Ideally, wrestlers are supposed to avoid sour and excessively spiced foods such as chatni and achar as well as chaat. Mild seasoning with garlic, cumin, coriander, and turmeric is acceptable. The consumption of alcohol, tobacco, and paan is strongly discouraged.

Techniques
It has been said that most of the moves found in the wrestling forms of other countries are present in kushti, and some are unique to the Indian subcontinent. These are primarily locks, throws, pins, and submission holds. Unlike its ancient ancestor malla-yuddha, kushti does not permit strikes or kicks during a match. Among the most favoured manoeuvres are the dhobi paat (shoulder throw) and the kasauta (strangle pin). Other moves include the baharli, dhak, machli gota and the multani.

Rules

Wrestling competitions known as dangal or kushti, are held in villages and as such are variable and flexible. The area is either a circular or square shape, measuring at least fourteen feet across. Rather than using modern mats, South Asian wrestlers train and compete on dirt floors. Before training, the floor is raked of any pebbles or stones. Buttermilk, oil, and red ochre are sprinkled to the ground, giving the dirt its red hue. Water is added every few days to keep it at the right consistency; soft enough to avoid injury but hard enough so as not to impede the wrestlers' movements. Every match is preceded by the wrestlers throwing a few handfuls of dirt from the floor on themselves and their opponent as a form of blessing.

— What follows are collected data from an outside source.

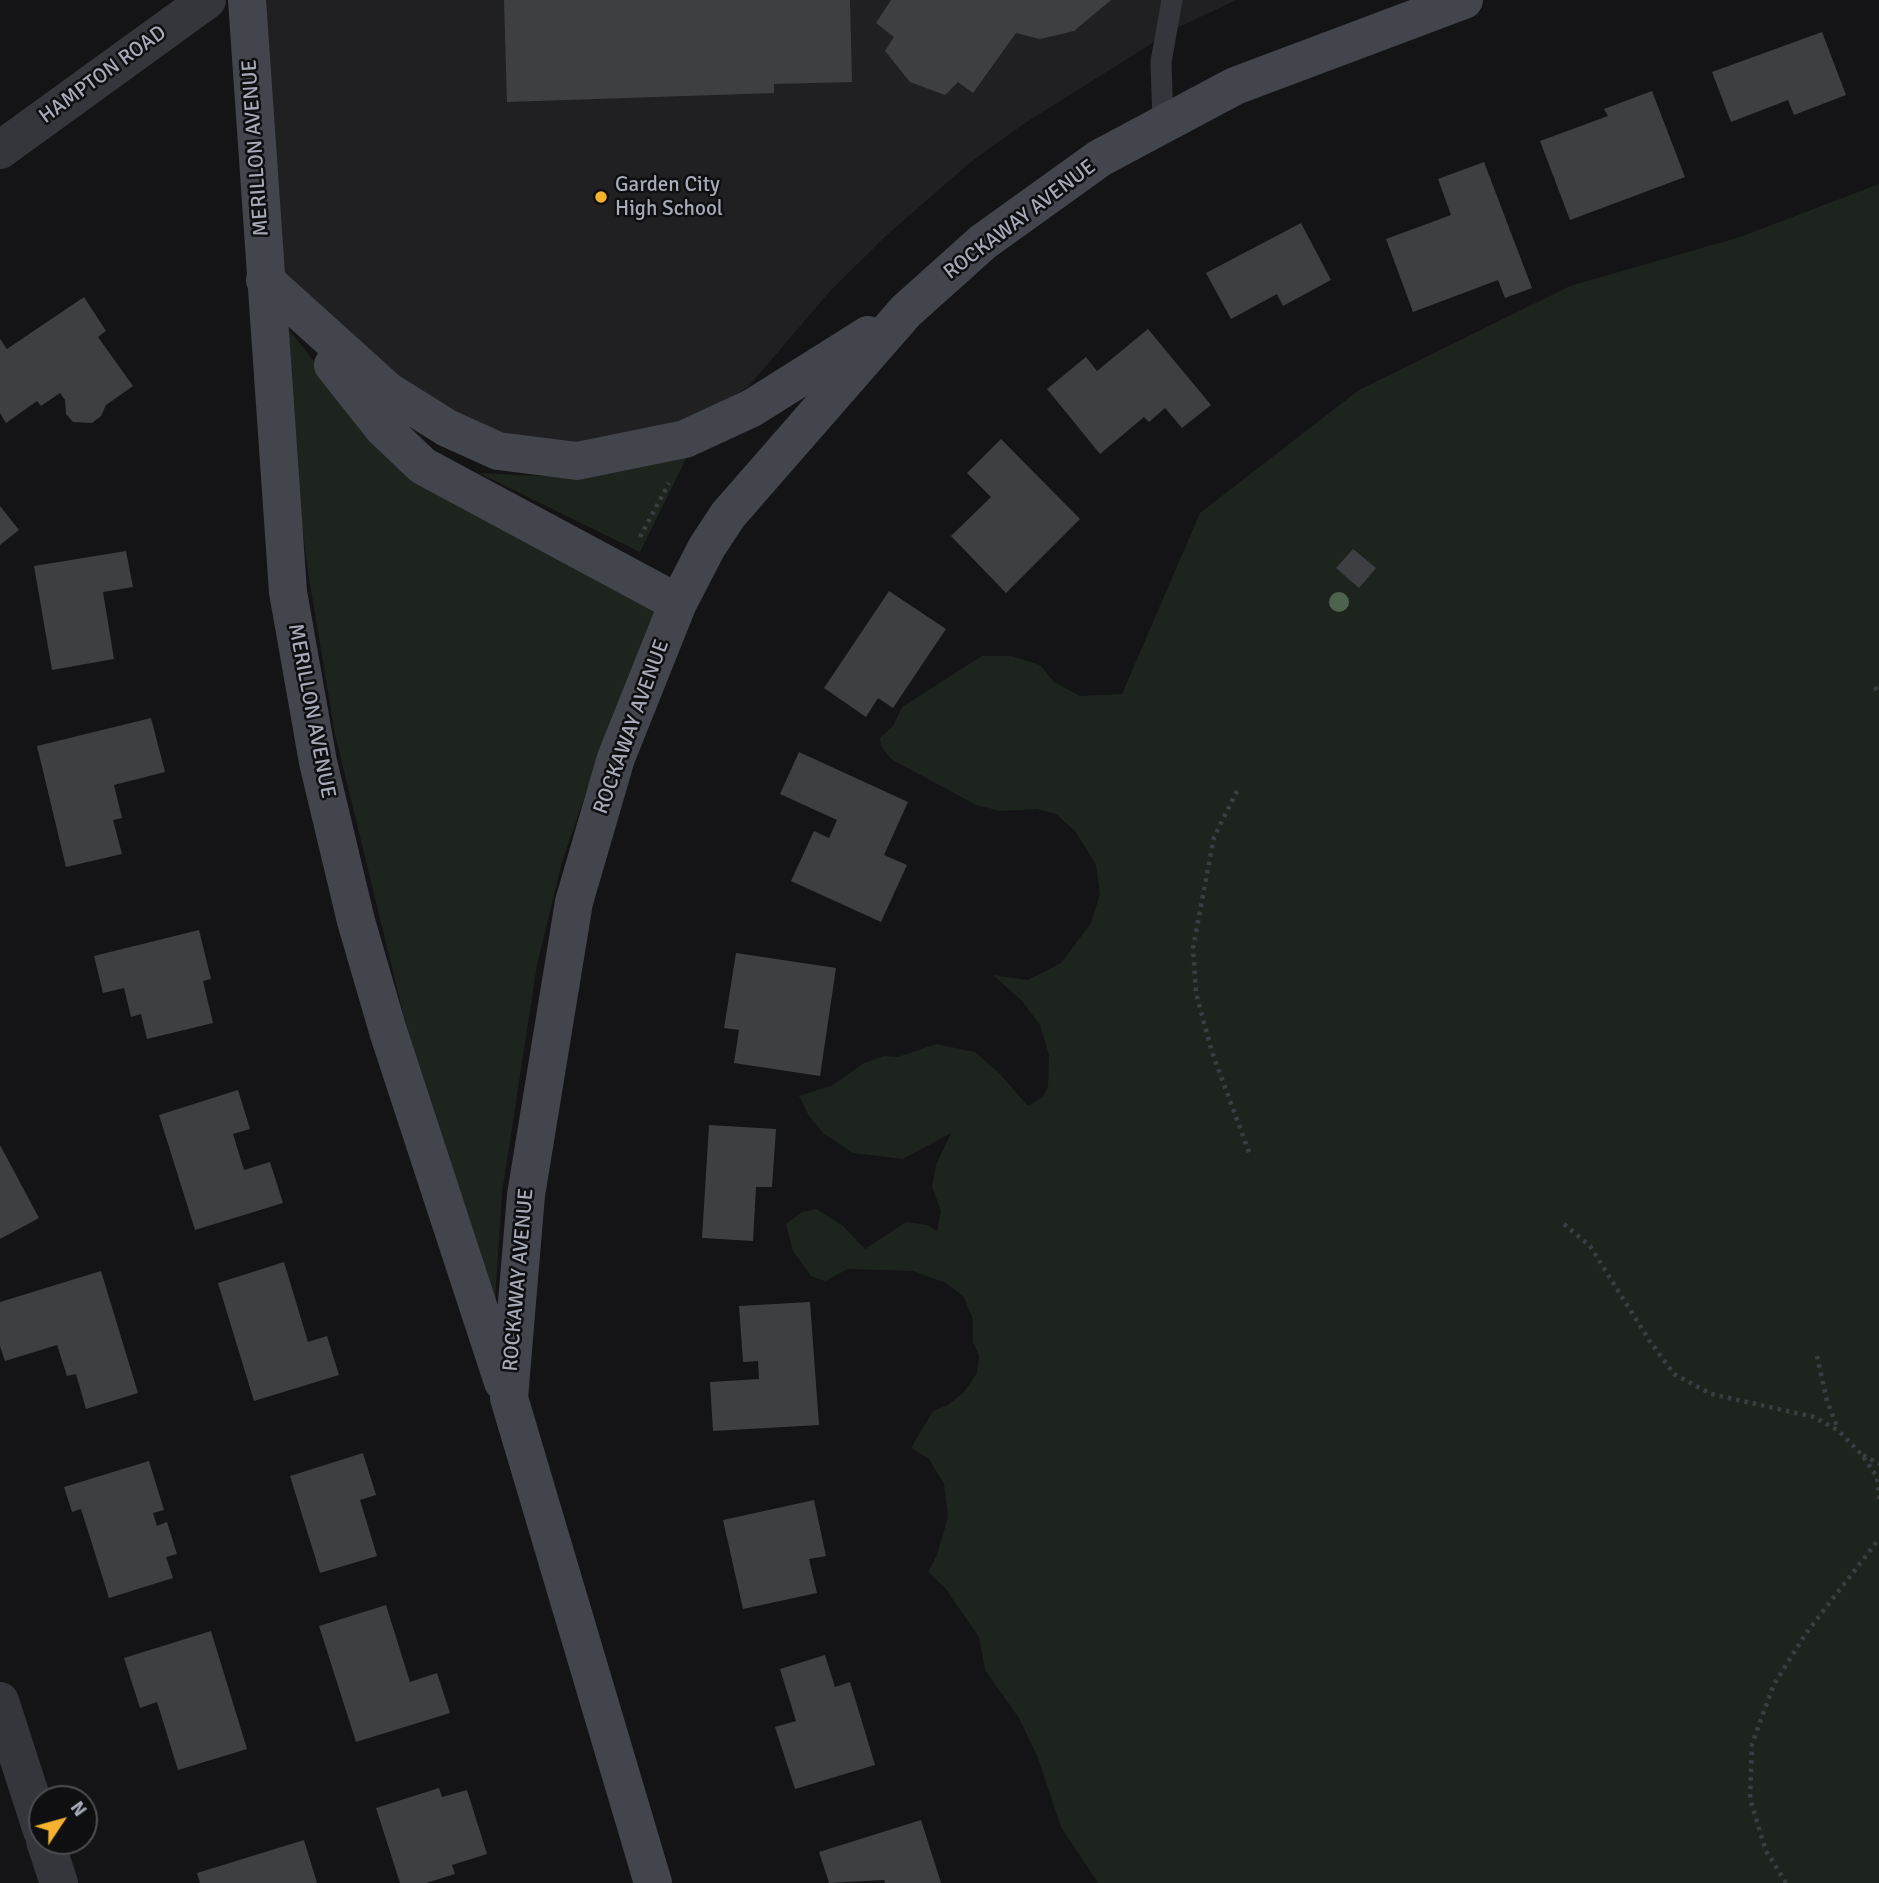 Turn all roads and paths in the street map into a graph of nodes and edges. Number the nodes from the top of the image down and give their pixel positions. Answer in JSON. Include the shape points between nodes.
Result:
{"nodes":[{"id":1,"x":207,"y":0,"type":"edge"},
{"id":2,"x":247,"y":0,"type":"edge"},
{"id":3,"x":1172,"y":0,"type":"edge"},
{"id":4,"x":1464,"y":0,"type":"edge"},
{"id":5,"x":1163,"y":124,"type":"junction"},
{"id":6,"x":0,"y":150,"type":"edge"},
{"id":7,"x":265,"y":280,"type":"junction"},
{"id":8,"x":906,"y":311,"type":"junction"},
{"id":9,"x":675,"y":473,"type":"dead end"},
{"id":10,"x":635,"y":547,"type":"dead end"},
{"id":11,"x":678,"y":603,"type":"junction"},
{"id":12,"x":1875,"y":687,"type":"dead end"},
{"id":13,"x":1879,"y":693,"type":"edge"},
{"id":14,"x":1237,"y":791,"type":"dead end"},
{"id":15,"x":1250,"y":1155,"type":"dead end"},
{"id":16,"x":1564,"y":1224,"type":"dead end"},
{"id":17,"x":1817,"y":1356,"type":"dead end"},
{"id":18,"x":509,"y":1398,"type":"junction"},
{"id":19,"x":1839,"y":1431,"type":"junction"},
{"id":20,"x":1863,"y":1455,"type":"junction"},
{"id":21,"x":1879,"y":1464,"type":"edge"},
{"id":22,"x":1879,"y":1499,"type":"edge"},
{"id":23,"x":1879,"y":1539,"type":"edge"},
{"id":24,"x":0,"y":1700,"type":"edge"},
{"id":25,"x":28,"y":1787,"type":"edge"},
{"id":26,"x":50,"y":1855,"type":"edge"},
{"id":27,"x":59,"y":1883,"type":"edge"},
{"id":28,"x":653,"y":1883,"type":"edge"},
{"id":29,"x":1786,"y":1883,"type":"edge"}],
"edges":[{"from":1,"to":6,"type":"street","name":"HAMPTON ROAD"},
{"from":2,"to":7,"type":"street","name":"MERILLON AVENUE"},
{"from":3,"to":5,"type":"lane","via":[[1161,62]]},
{"from":4,"to":5,"type":"street","name":"ROCKAWAY AVENUE","via":[[1235,86]]},
{"from":5,"to":8,"type":"street","name":"ROCKAWAY AVENUE","via":[[1100,158],[983,242]]},
{"from":7,"to":8,"type":"street","via":[[388,391],[447,428],[498,451],[577,461],[685,439],[752,408]]},
{"from":7,"to":11,"type":"street","via":[[383,428],[423,466]]},
{"from":7,"to":18,"type":"street","name":"MERILLON AVENUE","via":[[288,592],[318,762],[388,1031]]},
{"from":8,"to":11,"type":"street","name":"ROCKAWAY AVENUE","via":[[728,514]]},
{"from":9,"to":10,"type":"path"},
{"from":11,"to":18,"type":"street","name":"ROCKAWAY AVENUE","via":[[616,758],[574,902],[526,1195]]},
{"from":12,"to":13,"type":"path"},
{"from":14,"to":15,"type":"path","via":[[1214,837],[1192,948],[1196,993],[1212,1052]]},
{"from":16,"to":19,"type":"path","via":[[1590,1246],[1674,1374],[1711,1394],[1814,1417]]},
{"from":17,"to":19,"type":"path"},
{"from":18,"to":28,"type":"street","name":"ROCKAWAY AVENUE"},
{"from":19,"to":20,"type":"path"},
{"from":20,"to":21,"type":"path"},
{"from":20,"to":22,"type":"path","via":[[1877,1477]]},
{"from":23,"to":29,"type":"path","via":[[1807,1632],[1774,1684],[1752,1744],[1750,1799],[1766,1851]]},
{"from":24,"to":25,"type":"street"},
{"from":26,"to":27,"type":"street"}]}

Despite the marked boundaries of the arena, competitors may go outside the ring during a match with no penalty. There are no rounds but the length of every bout is specified beforehand, usually about 25–30 minutes. If both competitors agree, the length of the match may be extended. Match extensions are typically around 10–15 minutes. Unlike mat-based wrestling, there is no point scoring system; a win is achieved by pinning the opponent's shoulders and hips to the ground simultaneously, although victory by knockout, stoppage or submission is also possible. In some variations of the rules, only pinning the shoulders down is enough. Bouts are overseen by a referee inside the ring and a panel of two judges watching from the outside.

Titles

Official titles awarded to kushti champions are as follows. Note that the title Rustam is actually the name of an Iranian hero from the Shahnameh epic.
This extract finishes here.